**SOURCE MATERIAL:**
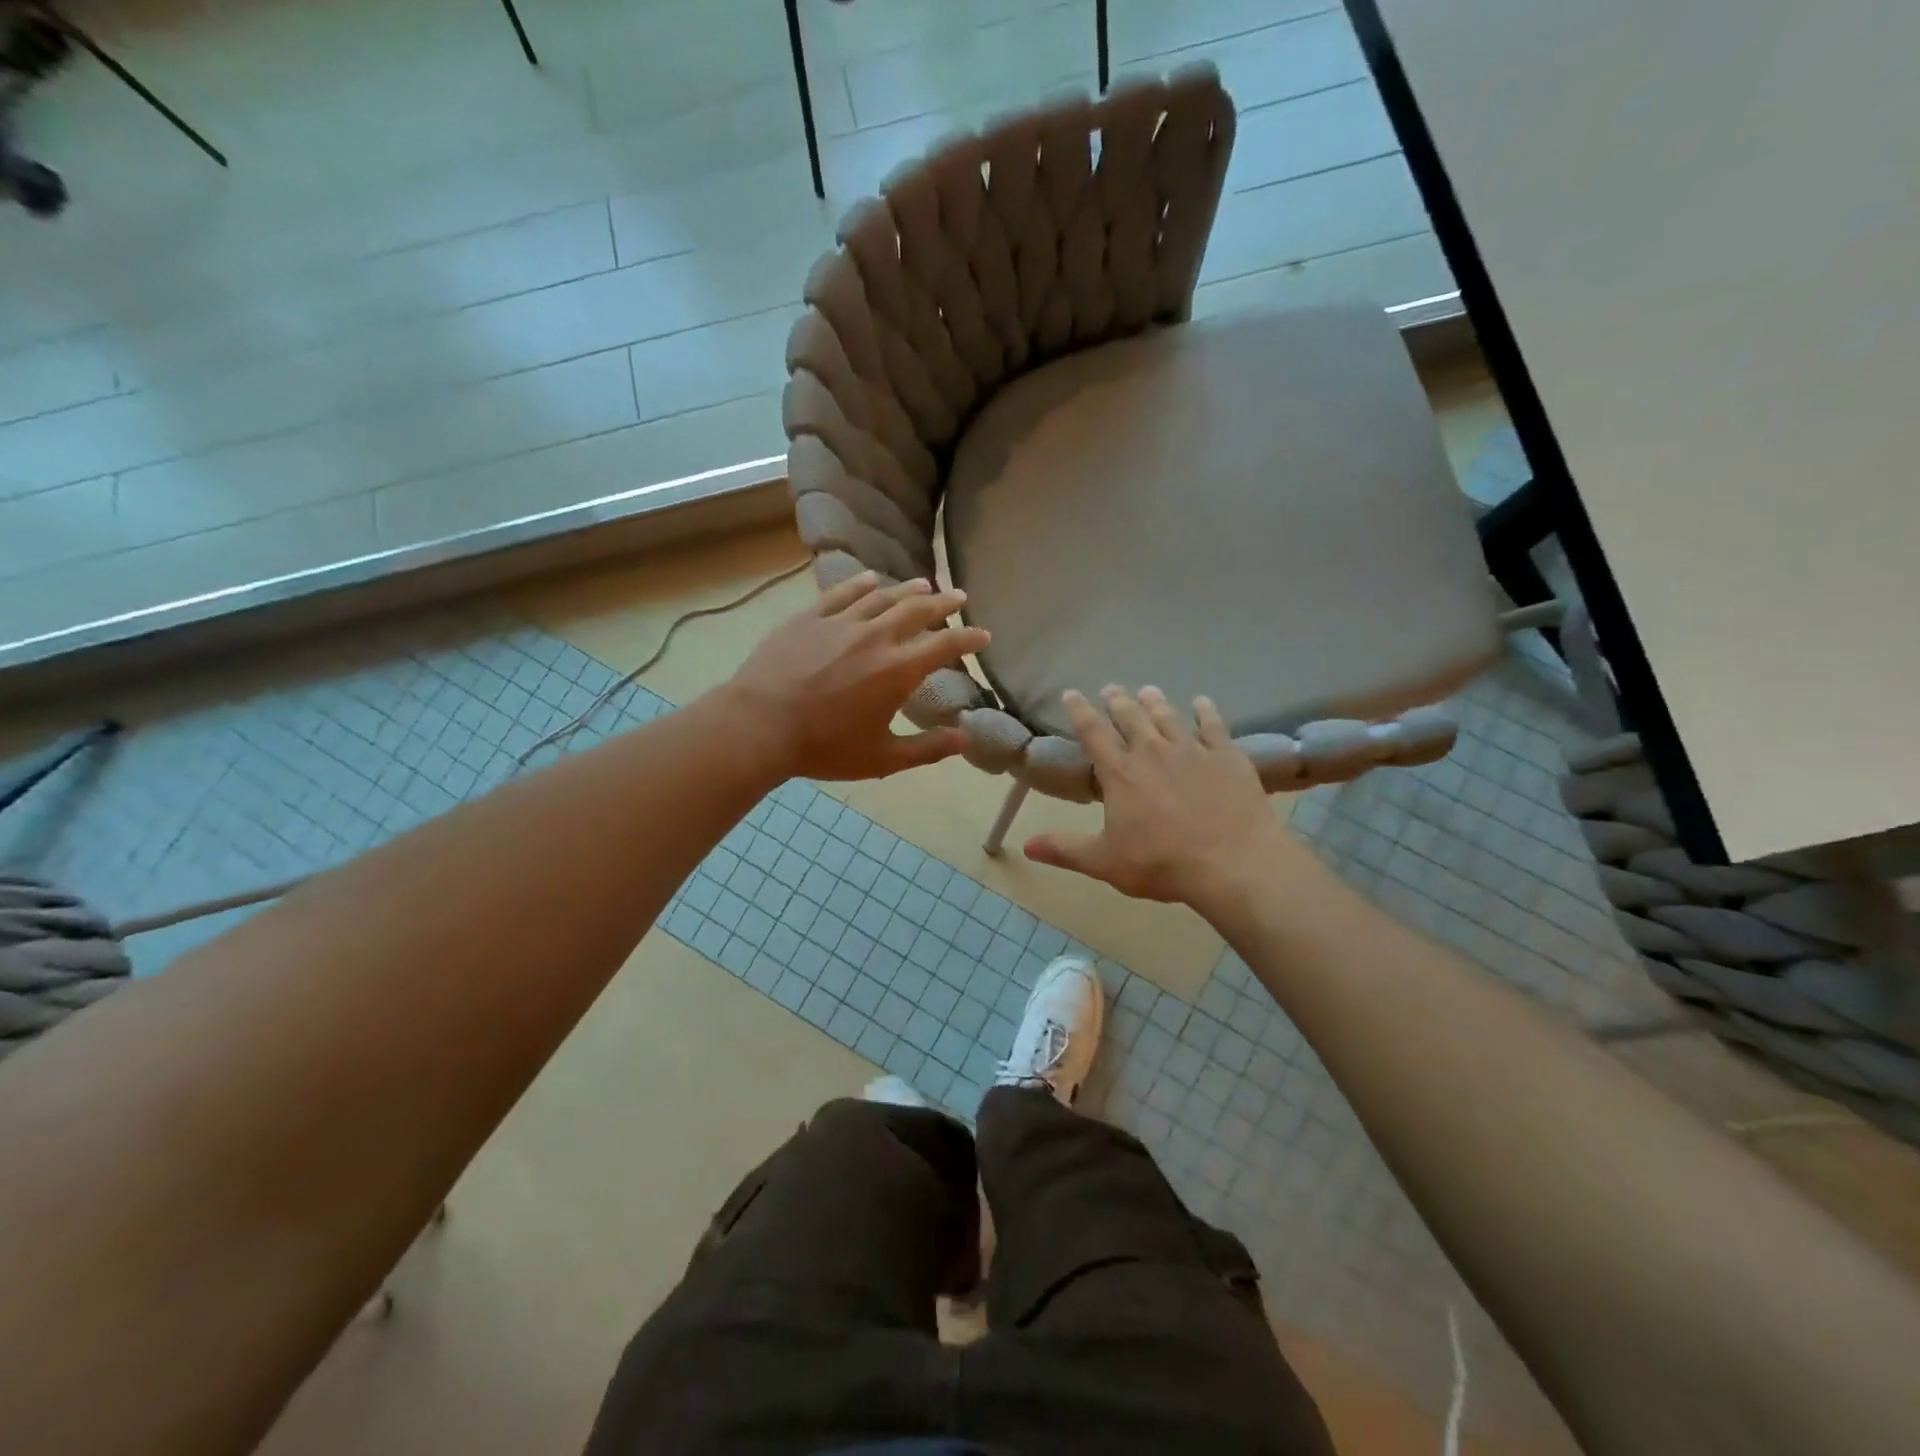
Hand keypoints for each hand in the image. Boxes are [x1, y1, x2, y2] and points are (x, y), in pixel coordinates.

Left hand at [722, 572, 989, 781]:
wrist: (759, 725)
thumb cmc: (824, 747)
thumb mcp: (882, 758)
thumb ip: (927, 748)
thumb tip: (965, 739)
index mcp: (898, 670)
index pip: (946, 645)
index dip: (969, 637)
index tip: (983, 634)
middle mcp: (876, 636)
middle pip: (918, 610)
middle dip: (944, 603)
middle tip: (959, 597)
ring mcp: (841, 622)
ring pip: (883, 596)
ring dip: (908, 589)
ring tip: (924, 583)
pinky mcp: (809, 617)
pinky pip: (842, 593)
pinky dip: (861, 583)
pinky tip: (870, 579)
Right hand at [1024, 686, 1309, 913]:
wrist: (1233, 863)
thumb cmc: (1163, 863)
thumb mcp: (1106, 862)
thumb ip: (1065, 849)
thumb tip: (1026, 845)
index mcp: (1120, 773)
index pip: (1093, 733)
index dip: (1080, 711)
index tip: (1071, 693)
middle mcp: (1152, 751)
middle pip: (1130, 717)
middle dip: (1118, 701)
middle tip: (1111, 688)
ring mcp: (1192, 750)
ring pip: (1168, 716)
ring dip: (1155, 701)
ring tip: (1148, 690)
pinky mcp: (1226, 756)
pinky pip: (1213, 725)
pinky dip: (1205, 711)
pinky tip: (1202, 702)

**WORK INSTRUCTION:** Whenever a line of the data above holds the word "hand", it counts once; report the total number of such lines and nothing more.

**REPLY TO THE TASK:** 3